Data supplied
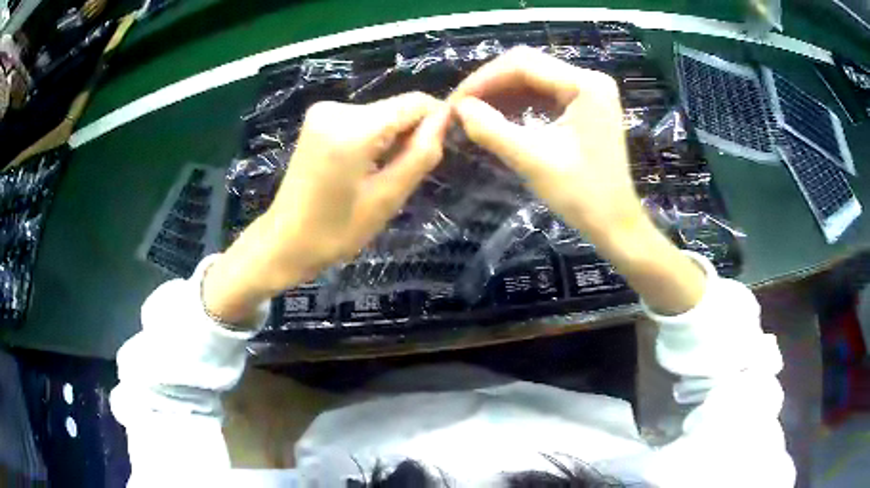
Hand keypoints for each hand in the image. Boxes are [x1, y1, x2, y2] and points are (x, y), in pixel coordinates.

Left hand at [204, 93, 450, 323]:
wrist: (285, 241)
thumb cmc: (335, 231)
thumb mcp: (386, 198)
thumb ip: (420, 154)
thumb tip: (445, 119)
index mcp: (354, 127)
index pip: (415, 103)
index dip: (436, 121)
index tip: (435, 152)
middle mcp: (337, 108)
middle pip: (396, 108)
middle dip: (409, 135)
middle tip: (400, 176)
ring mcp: (323, 110)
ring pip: (381, 114)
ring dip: (390, 140)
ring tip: (378, 176)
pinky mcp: (318, 118)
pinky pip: (362, 120)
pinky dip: (372, 139)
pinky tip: (361, 167)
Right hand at [450, 46, 644, 246]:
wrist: (614, 224)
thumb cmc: (582, 196)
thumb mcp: (532, 161)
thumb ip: (492, 130)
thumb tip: (459, 108)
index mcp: (585, 85)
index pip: (524, 65)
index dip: (483, 80)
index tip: (454, 102)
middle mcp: (589, 79)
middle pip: (529, 66)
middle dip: (491, 84)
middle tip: (461, 107)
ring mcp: (589, 92)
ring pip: (534, 78)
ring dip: (502, 93)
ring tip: (474, 112)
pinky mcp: (585, 105)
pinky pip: (544, 93)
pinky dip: (519, 103)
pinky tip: (498, 115)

Work required
From the line with "middle mcp: (589, 79)" to the end of the listing above, set down every line exactly as it appears, both ends included.

Solution below
middle mcp: (589, 79)
middle pip: (529, 66)
middle dip: (491, 84)
middle tip: (461, 107)
ring mcp: (589, 92)
ring pip: (534, 78)
ring dip: (502, 93)
ring tip: (474, 112)
pinky mcp: (585, 105)
pinky pip: (544, 93)
pinky dip: (519, 103)
pinky tip: (498, 115)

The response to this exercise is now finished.